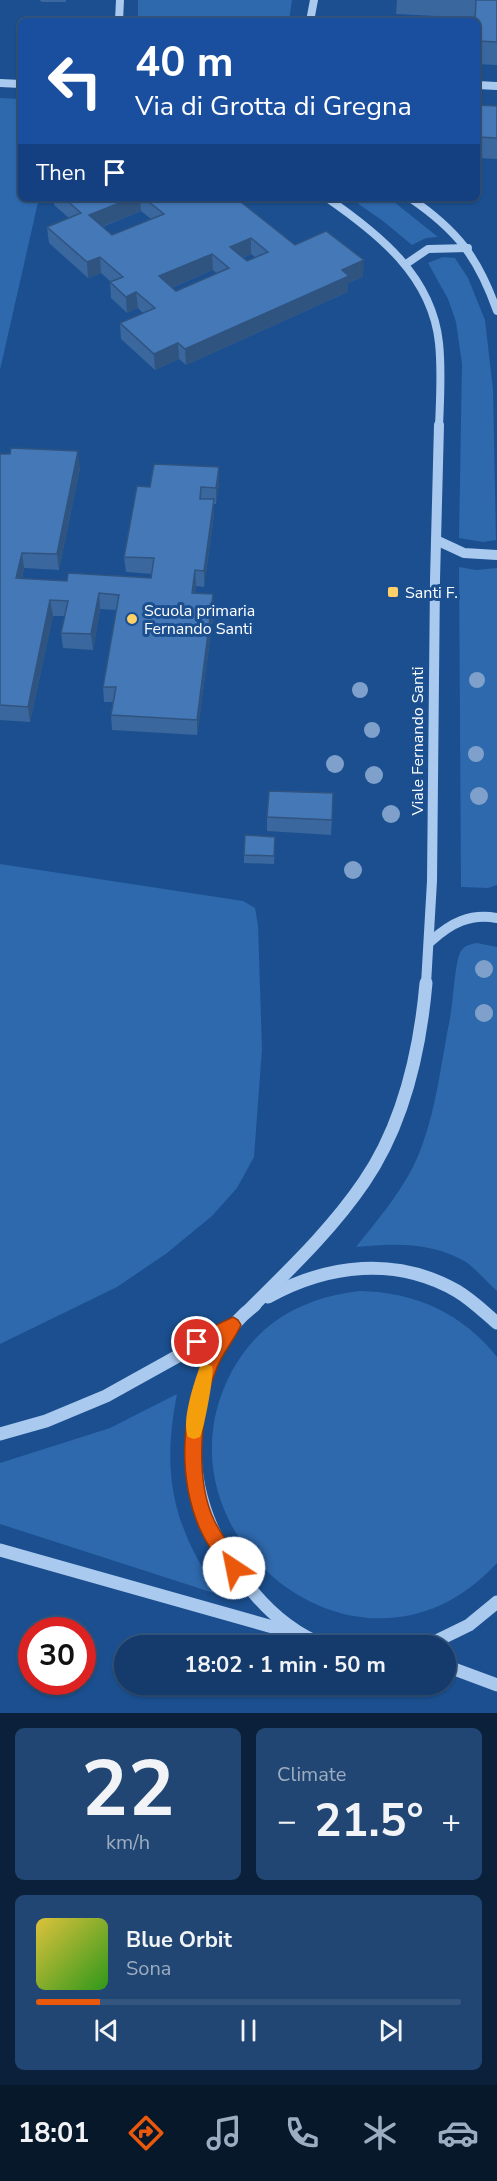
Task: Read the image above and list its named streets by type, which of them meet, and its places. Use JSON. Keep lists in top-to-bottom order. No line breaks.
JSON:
{"streets":{"street":["Viale Fernando Santi"]},"places":{"transit":["Santi F."],"other":["Scuola primaria Fernando Santi"]},"page":{"turn":["40 m","Via di Grotta di Gregna"],"then":"Then","limit":"30","trip":"18:02 · 1 min · 50 m","tile":[["22","km/h"],"Climate"],"heat":["−","21.5°","+"],"song":["Blue Orbit","Sona"],"tabs":"18:01"}}
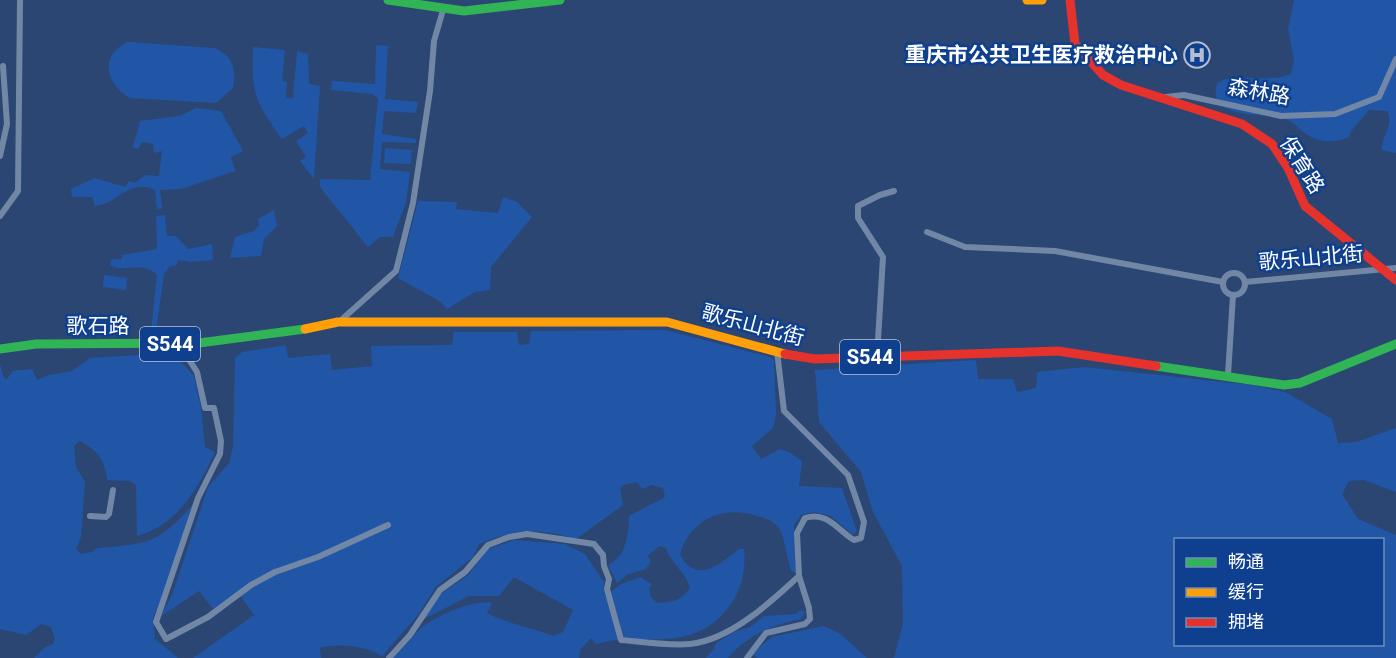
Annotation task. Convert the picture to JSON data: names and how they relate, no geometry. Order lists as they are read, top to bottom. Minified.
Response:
{"streets":{"main road":["保育路","歌乐山北街","歌石路","S544"],"street":["森林路"]},"crossings":[["森林路","保育路"],["保育路","歌乐山北街"],["歌乐山北街","歌石路"]],"places":{"hospital":["重庆市公共卫生医疗救治中心"]},"legend":["畅通","缓行","拥堵"]}
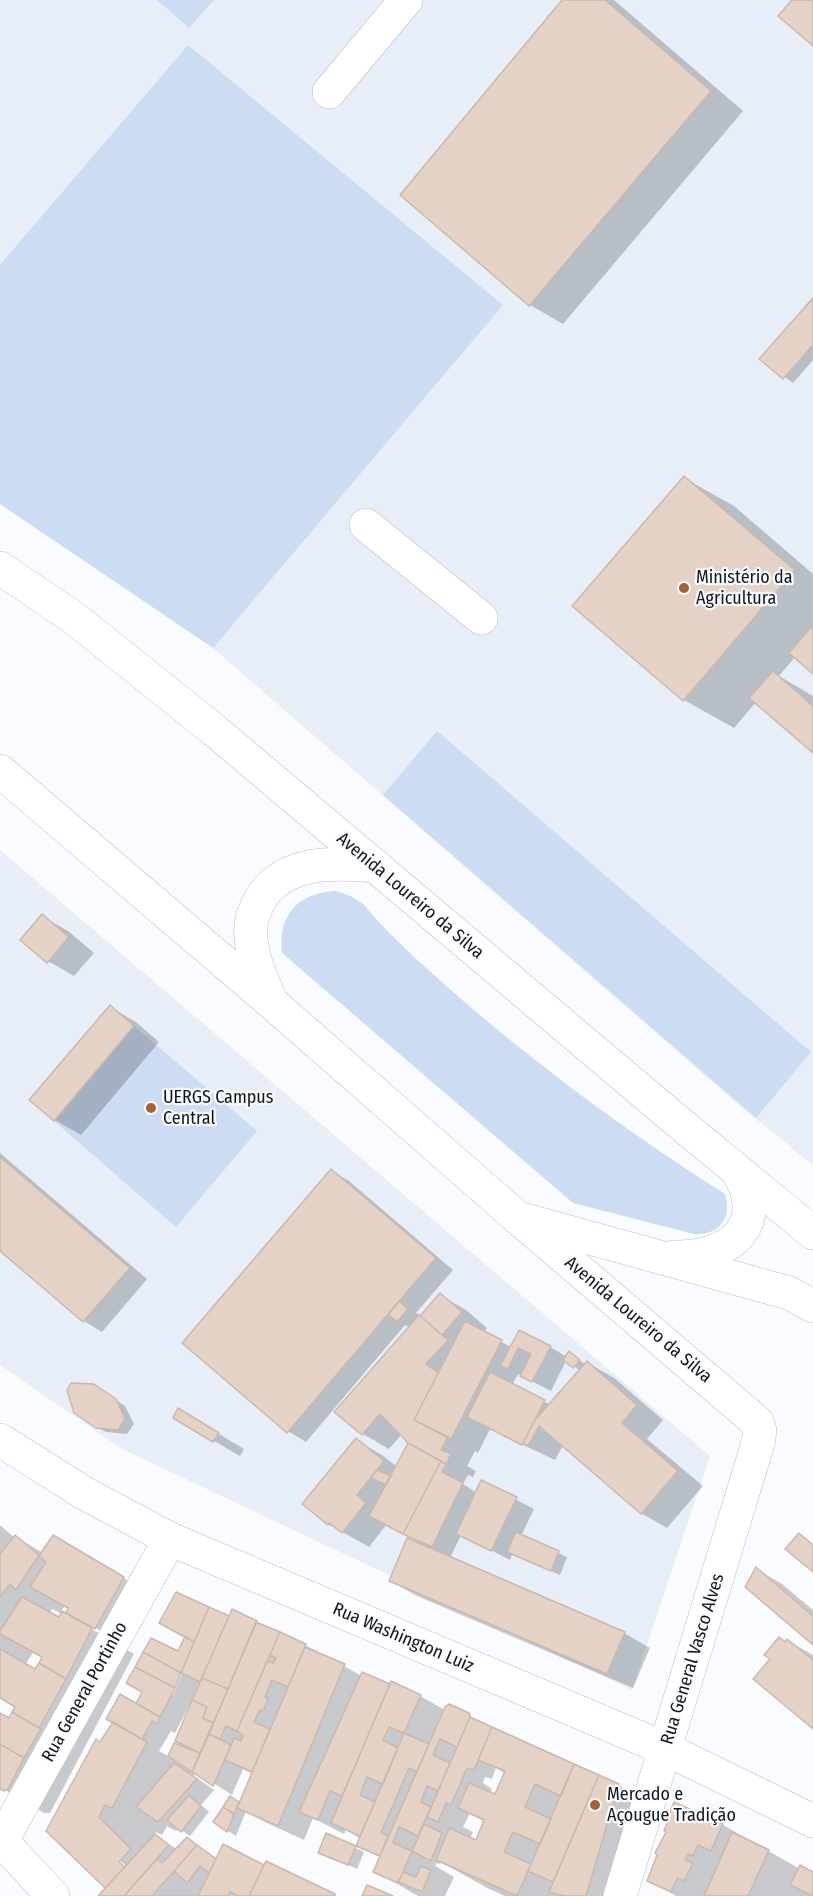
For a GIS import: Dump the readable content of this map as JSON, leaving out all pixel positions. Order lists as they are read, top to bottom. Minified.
{"streets":{"main road":["Avenida Loureiro da Silva","Rua Washington Luiz","Rua General Vasco Alves","Rua General Portinho"]},"crossings":[["Avenida Loureiro da Silva","Rua General Vasco Alves"],["Rua Washington Luiz","Rua General Vasco Alves"],["Rua Washington Luiz","Rua General Portinho"]],"places":["Ministério da Agricultura","UERGS Campus Central","Mercado e Açougue Tradição"]}
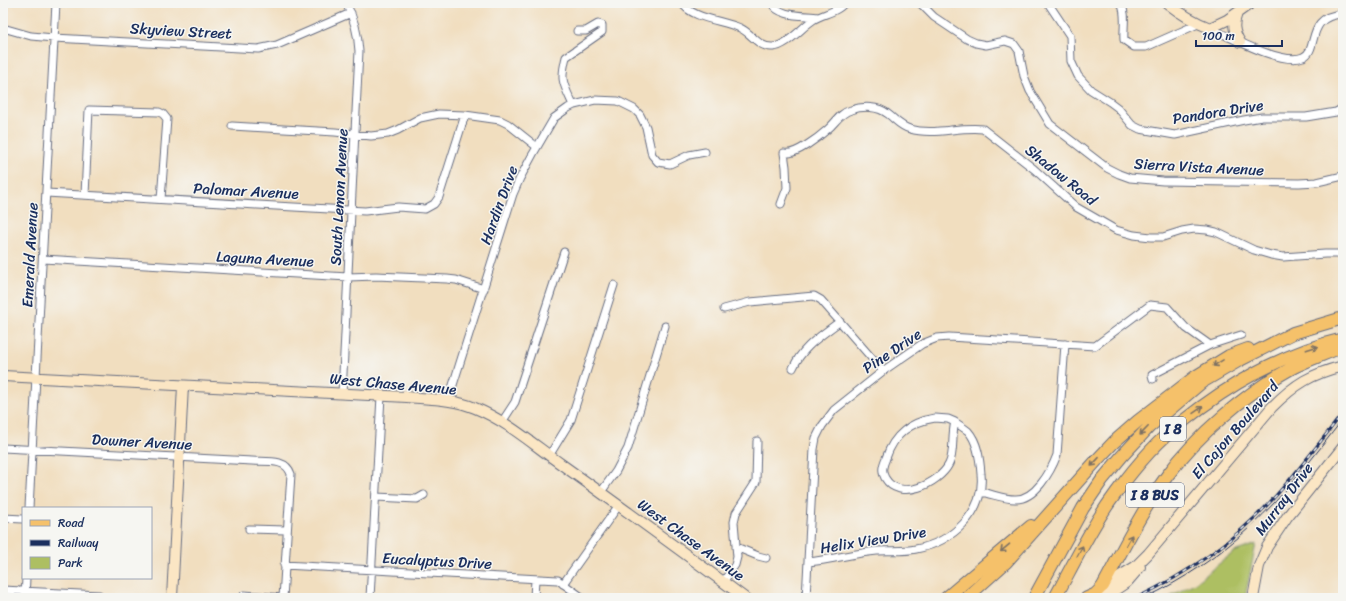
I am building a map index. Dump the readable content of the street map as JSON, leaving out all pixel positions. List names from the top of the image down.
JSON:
{
  "streets": {
    "highway": ["I 8", "I 8 BUS"],
    "main road": ["West Chase Avenue", "El Cajon Boulevard", "Murray Drive"],
    "street": [
      "Skyview Street",
      "Pandora Drive",
      "Sierra Vista Avenue",
      "Shadow Road",
      "Palomar Avenue",
      "South Lemon Avenue",
      "Hardin Drive",
      "Emerald Avenue",
      "Laguna Avenue",
      "Pine Drive",
      "Downer Avenue",
      "Helix View Drive",
      "Eucalyptus Drive"
    ]
  },
  "crossings": [
    ["Skyview Street", "South Lemon Avenue"],
    ["Skyview Street", "Emerald Avenue"],
    ["Palomar Avenue", "South Lemon Avenue"],
    ["Palomar Avenue", "Emerald Avenue"],
    ["South Lemon Avenue", "Laguna Avenue"],
    ["South Lemon Avenue", "West Chase Avenue"],
    ["Hardin Drive", "Laguna Avenue"],
    ["Hardin Drive", "West Chase Avenue"],
    ["Emerald Avenue", "Laguna Avenue"],
    ["Emerald Avenue", "West Chase Avenue"],
    ["Emerald Avenue", "Downer Avenue"],
    ["Pine Drive", "Helix View Drive"],
    ["El Cajon Boulevard", "I 8 BUS"]
  ],
  "legend": ["Road", "Railway", "Park"],
  "scale_bar": "100 m"
}
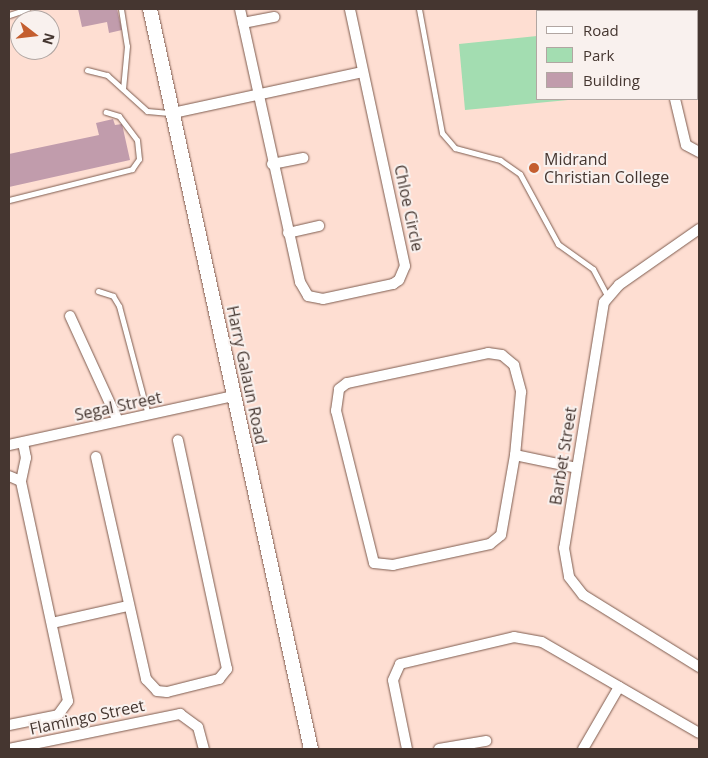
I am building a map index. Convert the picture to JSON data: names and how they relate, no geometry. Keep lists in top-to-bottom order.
{
  "streets": {
    "main road": ["Harry Galaun Road"],
    "street": [
      "Chloe Circle",
      "Segal Street",
      "Barbet Street",
      "Flamingo Street"
    ]
  },
  "crossings": [
    ["Harry Galaun Road", "Segal Street"]
  ],
  "places": ["Midrand Christian College"],
  "legend": ["Road", "Park", "Building"],
  "north": "right"
}
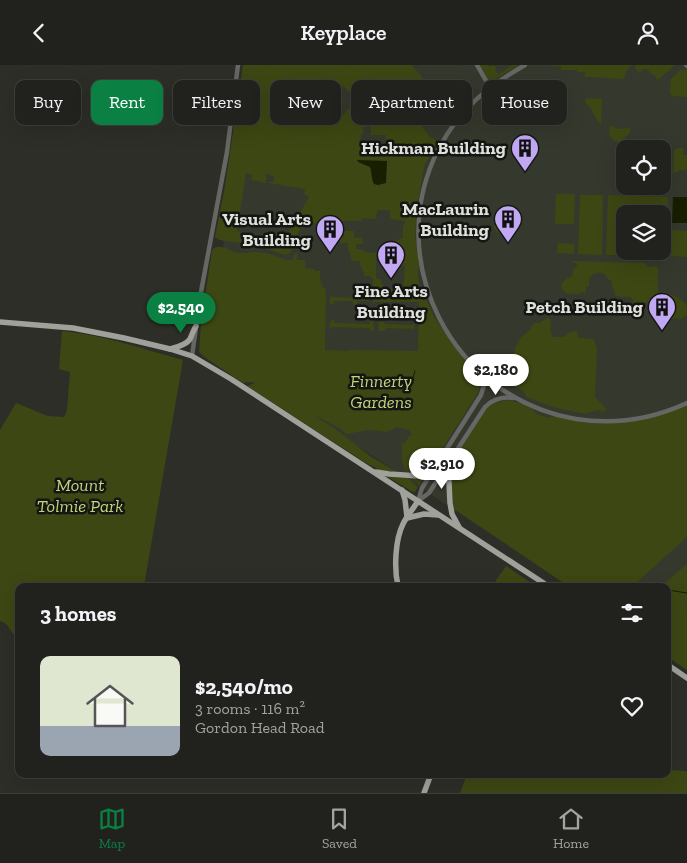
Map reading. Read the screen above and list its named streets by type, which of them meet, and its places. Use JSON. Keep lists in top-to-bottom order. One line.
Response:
{"parks":["Finnerty Gardens","Mount Tolmie Park"],"places":{"building":["Hickman Building","MacLaurin Building","Visual Arts Building","Fine Arts Building","Petch Building"]},"page":{"header":"Keyplace","chip":["Buy","Rent","Filters","New","Apartment","House"],"price":["$2,540","$2,180","$2,910"],"heading":"3 homes","list":[{"name":"$2,540/mo","note":"3 rooms · 116 m² · Gordon Head Road"}],"tabs":["Map","Saved","Home"]}}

◆ EXERCISE GOAL: Scan the listing above and work out how many of its lines contain the word "meet". Report only that number.

◆ SOLUTION: 2